Source records:

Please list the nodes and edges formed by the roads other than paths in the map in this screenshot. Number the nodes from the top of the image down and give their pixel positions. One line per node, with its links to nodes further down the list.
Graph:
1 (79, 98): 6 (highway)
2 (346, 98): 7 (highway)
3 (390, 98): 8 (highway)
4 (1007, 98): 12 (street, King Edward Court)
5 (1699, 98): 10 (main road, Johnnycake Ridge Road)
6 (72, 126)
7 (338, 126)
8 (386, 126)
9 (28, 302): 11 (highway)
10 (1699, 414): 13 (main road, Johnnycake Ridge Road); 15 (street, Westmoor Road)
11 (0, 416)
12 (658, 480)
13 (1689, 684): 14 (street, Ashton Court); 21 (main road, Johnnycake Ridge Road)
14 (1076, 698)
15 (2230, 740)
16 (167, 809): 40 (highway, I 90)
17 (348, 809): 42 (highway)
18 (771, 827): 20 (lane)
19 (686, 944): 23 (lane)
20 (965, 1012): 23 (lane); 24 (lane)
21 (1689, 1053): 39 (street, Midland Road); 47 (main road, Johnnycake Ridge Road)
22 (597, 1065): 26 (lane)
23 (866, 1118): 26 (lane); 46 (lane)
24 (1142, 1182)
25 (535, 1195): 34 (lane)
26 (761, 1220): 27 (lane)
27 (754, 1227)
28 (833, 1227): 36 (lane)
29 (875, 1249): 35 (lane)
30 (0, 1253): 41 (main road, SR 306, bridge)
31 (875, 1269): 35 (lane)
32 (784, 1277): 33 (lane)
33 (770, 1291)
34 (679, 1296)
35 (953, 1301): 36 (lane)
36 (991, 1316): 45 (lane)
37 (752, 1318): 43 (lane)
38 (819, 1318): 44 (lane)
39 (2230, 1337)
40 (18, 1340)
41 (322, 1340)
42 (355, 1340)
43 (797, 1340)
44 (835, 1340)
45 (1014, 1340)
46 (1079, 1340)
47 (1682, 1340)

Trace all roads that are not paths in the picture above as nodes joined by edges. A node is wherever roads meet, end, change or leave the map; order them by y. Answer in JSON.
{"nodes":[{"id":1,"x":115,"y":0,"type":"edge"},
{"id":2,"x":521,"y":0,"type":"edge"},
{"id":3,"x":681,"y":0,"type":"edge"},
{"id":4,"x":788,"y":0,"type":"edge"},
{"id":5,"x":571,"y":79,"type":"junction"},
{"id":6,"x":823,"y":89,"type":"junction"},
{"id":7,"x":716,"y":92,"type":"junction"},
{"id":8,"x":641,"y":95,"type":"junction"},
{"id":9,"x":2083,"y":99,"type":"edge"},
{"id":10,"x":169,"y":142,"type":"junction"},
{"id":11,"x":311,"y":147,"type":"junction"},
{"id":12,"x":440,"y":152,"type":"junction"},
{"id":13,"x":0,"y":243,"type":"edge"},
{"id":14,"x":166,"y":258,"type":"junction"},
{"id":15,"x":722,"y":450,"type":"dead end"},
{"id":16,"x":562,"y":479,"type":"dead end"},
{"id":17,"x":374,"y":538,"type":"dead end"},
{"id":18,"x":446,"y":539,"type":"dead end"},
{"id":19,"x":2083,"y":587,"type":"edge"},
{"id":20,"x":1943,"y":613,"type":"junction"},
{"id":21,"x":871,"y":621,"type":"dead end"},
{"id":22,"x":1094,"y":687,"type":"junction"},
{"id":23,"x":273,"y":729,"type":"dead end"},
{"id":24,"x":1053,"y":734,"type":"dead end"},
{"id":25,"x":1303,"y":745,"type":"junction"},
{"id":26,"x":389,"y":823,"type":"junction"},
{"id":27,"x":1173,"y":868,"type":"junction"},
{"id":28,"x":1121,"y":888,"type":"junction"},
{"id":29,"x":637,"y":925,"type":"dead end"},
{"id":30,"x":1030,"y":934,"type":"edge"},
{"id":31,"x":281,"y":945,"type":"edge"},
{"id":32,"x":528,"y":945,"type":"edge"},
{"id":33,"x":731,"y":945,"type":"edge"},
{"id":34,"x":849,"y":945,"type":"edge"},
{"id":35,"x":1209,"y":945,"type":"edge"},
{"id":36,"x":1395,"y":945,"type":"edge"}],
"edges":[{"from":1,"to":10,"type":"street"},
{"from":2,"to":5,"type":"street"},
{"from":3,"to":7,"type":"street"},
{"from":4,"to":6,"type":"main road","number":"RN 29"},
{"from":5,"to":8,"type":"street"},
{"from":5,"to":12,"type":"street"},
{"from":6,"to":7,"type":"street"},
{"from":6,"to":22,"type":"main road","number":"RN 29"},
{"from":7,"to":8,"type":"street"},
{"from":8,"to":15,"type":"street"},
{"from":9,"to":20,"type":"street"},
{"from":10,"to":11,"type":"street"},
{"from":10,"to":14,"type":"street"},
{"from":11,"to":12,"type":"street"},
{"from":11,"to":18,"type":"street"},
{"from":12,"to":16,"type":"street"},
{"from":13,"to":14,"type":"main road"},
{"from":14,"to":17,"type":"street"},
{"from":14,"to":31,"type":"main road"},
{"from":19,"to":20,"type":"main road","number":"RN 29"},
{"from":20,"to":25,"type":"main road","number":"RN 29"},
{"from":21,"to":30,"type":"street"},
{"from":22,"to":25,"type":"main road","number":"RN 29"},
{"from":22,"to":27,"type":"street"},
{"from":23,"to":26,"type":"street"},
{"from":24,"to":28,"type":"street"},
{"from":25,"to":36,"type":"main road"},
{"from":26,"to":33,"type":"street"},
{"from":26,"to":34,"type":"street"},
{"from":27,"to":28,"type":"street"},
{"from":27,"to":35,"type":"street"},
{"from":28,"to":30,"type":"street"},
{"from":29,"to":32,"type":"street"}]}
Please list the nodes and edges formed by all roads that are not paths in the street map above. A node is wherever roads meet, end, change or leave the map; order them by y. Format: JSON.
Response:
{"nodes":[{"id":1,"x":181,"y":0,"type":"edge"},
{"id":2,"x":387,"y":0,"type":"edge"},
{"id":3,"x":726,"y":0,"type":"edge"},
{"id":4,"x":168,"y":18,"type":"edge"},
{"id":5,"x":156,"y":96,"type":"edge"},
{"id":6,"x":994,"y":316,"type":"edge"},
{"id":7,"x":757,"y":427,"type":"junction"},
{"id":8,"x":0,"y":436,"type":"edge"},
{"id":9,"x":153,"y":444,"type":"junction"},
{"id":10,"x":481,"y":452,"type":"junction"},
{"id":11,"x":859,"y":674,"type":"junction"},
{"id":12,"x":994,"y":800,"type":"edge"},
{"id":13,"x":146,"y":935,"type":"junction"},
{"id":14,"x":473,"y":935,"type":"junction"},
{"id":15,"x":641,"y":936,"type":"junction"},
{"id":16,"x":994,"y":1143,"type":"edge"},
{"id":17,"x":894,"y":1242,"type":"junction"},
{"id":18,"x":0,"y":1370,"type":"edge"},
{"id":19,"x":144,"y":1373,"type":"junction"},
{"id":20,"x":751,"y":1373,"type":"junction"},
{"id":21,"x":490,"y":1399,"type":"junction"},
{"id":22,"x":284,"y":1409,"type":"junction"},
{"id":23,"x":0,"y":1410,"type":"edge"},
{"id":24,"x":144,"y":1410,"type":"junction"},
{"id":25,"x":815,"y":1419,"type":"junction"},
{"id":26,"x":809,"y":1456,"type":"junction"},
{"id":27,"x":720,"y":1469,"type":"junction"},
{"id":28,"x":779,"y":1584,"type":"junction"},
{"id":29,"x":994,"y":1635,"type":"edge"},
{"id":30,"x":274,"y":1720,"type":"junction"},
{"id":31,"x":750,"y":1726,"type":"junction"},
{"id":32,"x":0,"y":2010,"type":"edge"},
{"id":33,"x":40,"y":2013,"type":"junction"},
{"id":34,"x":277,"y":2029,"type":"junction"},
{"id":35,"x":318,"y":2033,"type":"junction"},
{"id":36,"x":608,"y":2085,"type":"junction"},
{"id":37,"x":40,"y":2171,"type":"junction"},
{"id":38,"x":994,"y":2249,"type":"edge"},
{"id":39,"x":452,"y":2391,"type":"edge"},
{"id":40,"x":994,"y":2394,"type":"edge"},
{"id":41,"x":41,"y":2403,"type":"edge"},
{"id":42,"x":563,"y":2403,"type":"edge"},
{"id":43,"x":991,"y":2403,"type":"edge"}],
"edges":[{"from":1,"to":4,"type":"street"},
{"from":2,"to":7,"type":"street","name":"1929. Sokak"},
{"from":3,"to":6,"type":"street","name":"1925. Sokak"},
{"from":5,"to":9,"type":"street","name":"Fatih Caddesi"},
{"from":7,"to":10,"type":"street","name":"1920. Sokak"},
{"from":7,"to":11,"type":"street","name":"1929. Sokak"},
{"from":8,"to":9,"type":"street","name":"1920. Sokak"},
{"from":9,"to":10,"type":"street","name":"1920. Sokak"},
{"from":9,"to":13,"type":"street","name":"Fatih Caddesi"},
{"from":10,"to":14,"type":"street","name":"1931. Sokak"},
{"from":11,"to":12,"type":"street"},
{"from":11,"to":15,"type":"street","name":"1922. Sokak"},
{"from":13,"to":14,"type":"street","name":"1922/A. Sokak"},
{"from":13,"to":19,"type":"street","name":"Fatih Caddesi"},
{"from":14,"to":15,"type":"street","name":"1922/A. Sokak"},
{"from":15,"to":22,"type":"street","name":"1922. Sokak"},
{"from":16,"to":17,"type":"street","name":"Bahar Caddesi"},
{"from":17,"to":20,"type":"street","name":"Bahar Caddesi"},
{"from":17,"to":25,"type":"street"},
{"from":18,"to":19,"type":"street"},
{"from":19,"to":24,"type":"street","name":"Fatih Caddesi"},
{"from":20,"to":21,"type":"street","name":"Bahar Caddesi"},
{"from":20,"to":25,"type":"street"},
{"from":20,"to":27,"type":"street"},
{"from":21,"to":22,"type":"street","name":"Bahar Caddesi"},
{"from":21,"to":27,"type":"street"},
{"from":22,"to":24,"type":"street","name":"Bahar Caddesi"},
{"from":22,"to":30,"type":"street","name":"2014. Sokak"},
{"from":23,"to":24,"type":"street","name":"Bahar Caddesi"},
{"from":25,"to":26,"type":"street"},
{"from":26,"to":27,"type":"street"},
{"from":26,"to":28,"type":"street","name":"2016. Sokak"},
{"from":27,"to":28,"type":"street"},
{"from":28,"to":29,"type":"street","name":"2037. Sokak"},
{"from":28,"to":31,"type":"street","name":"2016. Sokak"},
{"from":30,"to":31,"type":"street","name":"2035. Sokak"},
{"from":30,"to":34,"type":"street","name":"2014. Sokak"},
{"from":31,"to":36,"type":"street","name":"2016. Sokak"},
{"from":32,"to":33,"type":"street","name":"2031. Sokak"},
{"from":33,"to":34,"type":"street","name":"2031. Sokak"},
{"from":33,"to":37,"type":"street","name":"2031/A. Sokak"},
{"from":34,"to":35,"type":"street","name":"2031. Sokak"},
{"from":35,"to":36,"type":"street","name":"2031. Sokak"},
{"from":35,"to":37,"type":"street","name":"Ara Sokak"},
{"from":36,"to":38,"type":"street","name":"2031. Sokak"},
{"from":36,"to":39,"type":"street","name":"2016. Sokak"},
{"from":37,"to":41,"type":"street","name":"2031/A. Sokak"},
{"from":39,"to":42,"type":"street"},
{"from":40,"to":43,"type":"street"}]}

What you are asked to do:
Copy all lines from the material that hold "Caddesi".

Task solution:
{"from":5,"to":9,"type":"street","name":"Fatih Caddesi"},
{"from":9,"to":13,"type":"street","name":"Fatih Caddesi"},
{"from":13,"to":19,"type":"street","name":"Fatih Caddesi"},
{"from":16,"to":17,"type":"street","name":"Bahar Caddesi"},
{"from":17,"to":20,"type":"street","name":"Bahar Caddesi"},
{"from":19,"to":24,"type":"street","name":"Fatih Caddesi"},
{"from":20,"to":21,"type":"street","name":"Bahar Caddesi"},
{"from":21,"to":22,"type":"street","name":"Bahar Caddesi"},
{"from":22,"to":24,"type":"street","name":"Bahar Caddesi"},
{"from":23,"to":24,"type":"street","name":"Bahar Caddesi"},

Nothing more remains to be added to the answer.